# Gillo g2 riser review



## xringer-10 (Apr 15, 2007)

Gillo G2 Riser Review

I will start of by giving you some background about myself (I hope it adds perspective). I have been shooting traditional / recurve for exactly a year now. Prior to shooting traditional I was shooting compounds since 1989. I started shooting traditional because I was simply burnt out and tired of feeling like I had to have the latest and greatest gizmo in a market that is constantly cramming the latest and greatest down your throat. I was also the black sheep in a family of traditional shooters so the switch from compound to traditional was a natural choice and made some family members happy. I mostly shoot IBO 3D, but I do shoot spots and I like to hunt. I took my first traditional kill last year with a 56 lb. Thunderhorn longbow on a doe at 18 yards. I would describe myself as a gap shooter using elements of the National Training System (my form), Ironmind Hunting (psycho trigger), and Instinctive Archery Insights (button technique); I shoot with a tab, 3 fingers under.

The Gillo G2 is my first 25” metal riser, but not my first ILF rig. I jumped on the ILF wagon almost immediately into my traditional / barebow archery journey. I've owned quite a few in order to get a feel for what's out there and to find what works best for me. It's hard to argue the value, versatility and adjustability of the ILF system and I was attracted to the Gillo G2 immediately for all of these reasons.

First, it's hard to beat $300 dollars for any high quality Italian made riser and the G2 is full of features and options that makes it a bow for all purposes (maybe a little long for hunting). The style and finish of the bow are top notch and it comes with a lot of cool features like a 3D printed handle, clicker plate, and weight hole covers. The limb bolts are electroplated and are second to none in construction and function. They lock up tight and will not move when mounting and demounting limbs. I have yet to make a tiller adjustment since I set it. The limb alignment system is also a precision made system that makes adjustments simple and precise. I would suggest using a thread locker on the centering screws when you dial in your bow. I have experienced some level of buzzing on all of my metal risers until I add thread locker. Maybe it's just me, but sooner or later is seemed that something would start buzzing regardless of the manufacturer and I don’t like risking a stripped hex screw. Back to the value of this bow, I need to point out that I really did prefer shooting the G2 riser over the G1 when I tested them head to head. I was also able to put the money I saved into a new set of limbs. I really wanted to like the G1 because I think it is a bit sleeker looking, but I had to go with what works best for me.

What really struck me and what I love most about this bow is just how stable this bow feels. The bow just feels planted like a rock during the expansion of my shot and seems to be very forgiving. My shots tend to take a little longer than most peoples and the stability is a must for my shooting style. It also means that I don't want too heavy of a bow that will wear me out shooting spots or Field / Hunter rounds.

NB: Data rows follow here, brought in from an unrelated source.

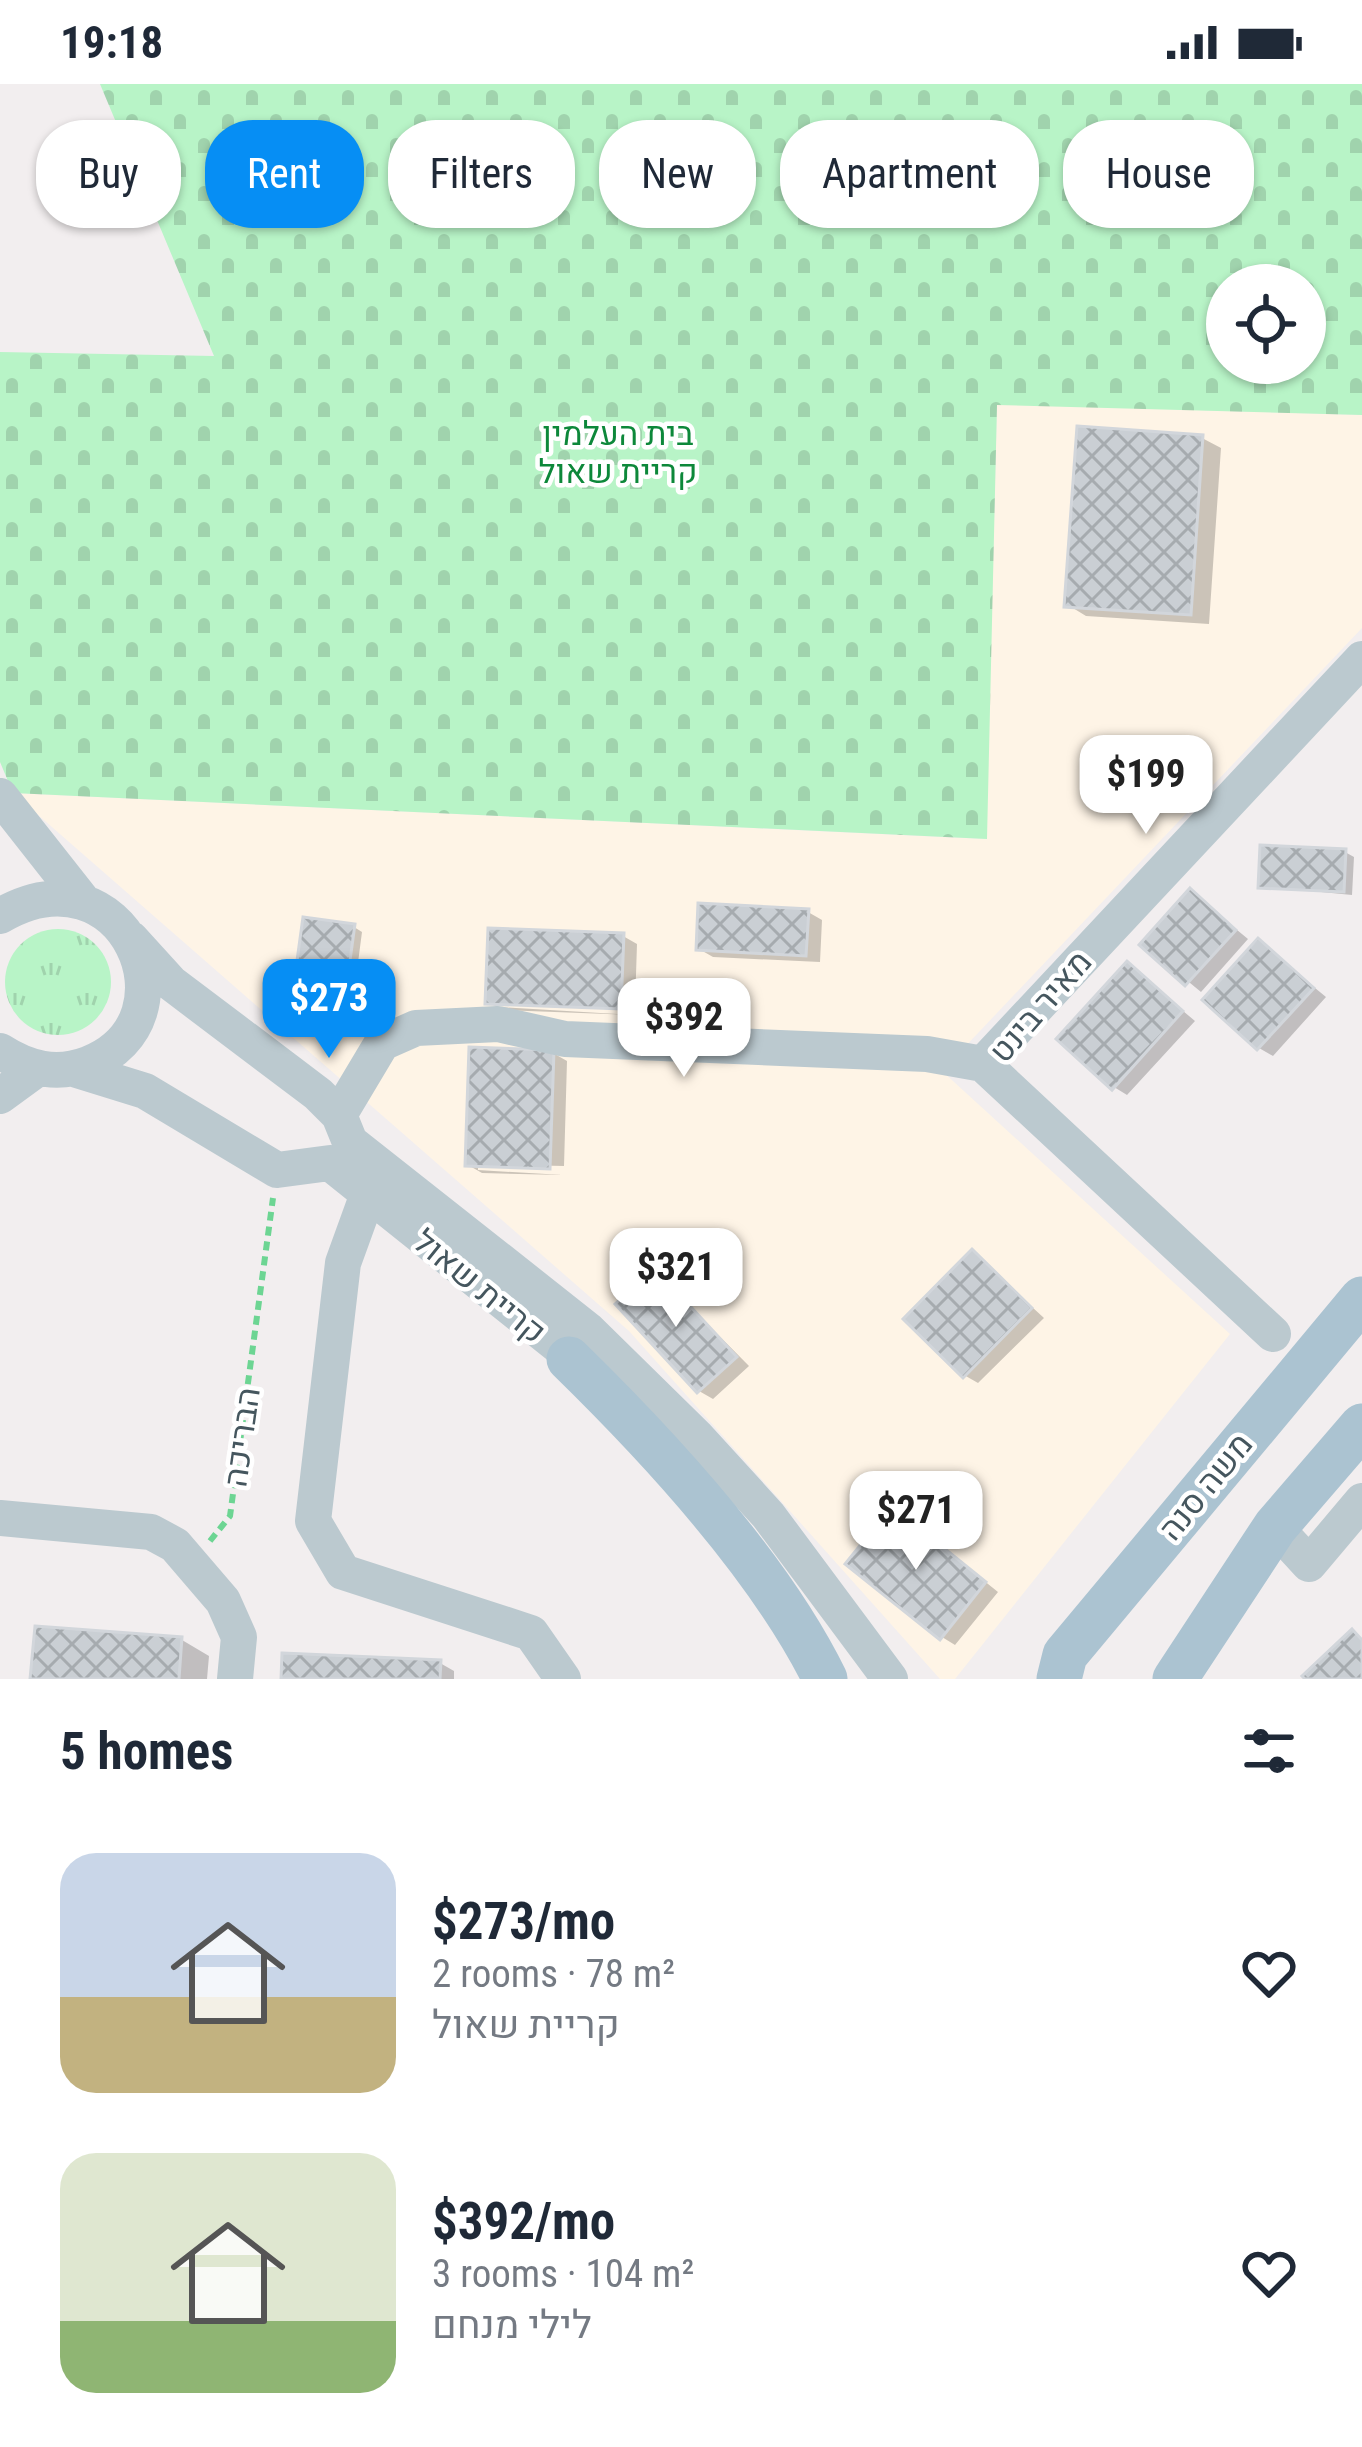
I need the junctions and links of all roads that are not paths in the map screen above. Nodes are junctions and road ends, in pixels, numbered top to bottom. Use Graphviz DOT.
graph roads {
  1 [pos="1362,659"];
  2 [pos="0,796"];
  3 [pos="82,900"];
  4 [pos="0,916"];
  5 [pos="131,939"];
  6 [pos="0,1051"];
  7 [pos="982,1064"];
  8 [pos="56,1069"];
  9 [pos="0,1096"];
  10 [pos="340,1140"];
  11 [pos="368,1194"];
  12 [pos="1362,1299"];
  13 [pos="1273,1334"];
  14 [pos="569,1359"];
  15 [pos="1362,1426"];
  16 [pos="698,1437"];
  17 [pos="1362,1501"];
  18 [pos="0,1518"];
  19 [pos="1275,1527"];
  20 [pos="1058,1671"];
  21 [pos="235,1679"];
  22 [pos="563,1679"];
  23 [pos="824,1679"];
  24 [pos="890,1679"];
  25 [pos="1175,1679"];
  1 -- 7 [label="street, מאיר בינט"];
  2 -- 3 [label="street, קריית שאול"];
  3 -- 4 [label="street"];
  3 -- 5 [label="street, קריית שאול"];
  5 -- 8 [label="street"];
  5 -- 10 [label="street, קריית שאול"];
  6 -- 8 [label="street"];
  7 -- 10 [label="street"];
  7 -- 13 [label="street, מאיר בינט"];
  8 -- 9 [label="street"];
  8 -- 10 [label="street"];
  10 -- 11 [label="street, קריית שאול"];
  10 -- 16 [label="street, קריית שאול"];
  11 -- 14 [label="street, קריית שאול"];
  11 -- 22 [label="street"];
  12 -- 20 [label="main road, משה סנה"];
  14 -- 16 [label="street, קריית שאול"];
  14 -- 23 [label="main road"];
  15 -- 19 [label="main road"];
  16 -- 24 [label="street, קריית שאול"];
  17 -- 19 [label="street"];
  18 -- 21 [label="street"];
  19 -- 25 [label="main road"];
}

The weight is also a good fit for me since it is heavy enough to balance and stabilize well when I'm set up to shoot IBO traditional class. The weight is also light enough when I'm running a 12” stabilizer and flipper rest for the NFAA traditional class. I have no intentions of shooting Olympic, but I'm sure that this riser would be up to the job. I do hope to shoot FITA barebow at some point in time and again I expect this riser to handle things as aptly as any other.

I will point out that I am currently shooting 42#, medium, Win & Win Rapido carbon / foam limbs. I set them with 1/8th positive tiller and I'm nocked 7/8” above square. These limbs have been working really great for me and they deserved mentioning. They fit well within my budget and the compliment feel of the G2 riser. Also, I really like the quality feel and performance of my 60X 452x string.

There are a few minor complaints that I have and they are only due to the super high precision tolerances of the limb bolt and dovetail. I did have to lightly remove some material to get my Rapidos and my Sky Conquest limbs to fit well. I will also mention that I do like the factory handle, but I prefer the feel of my Jager 2.0 medium wrist grip better.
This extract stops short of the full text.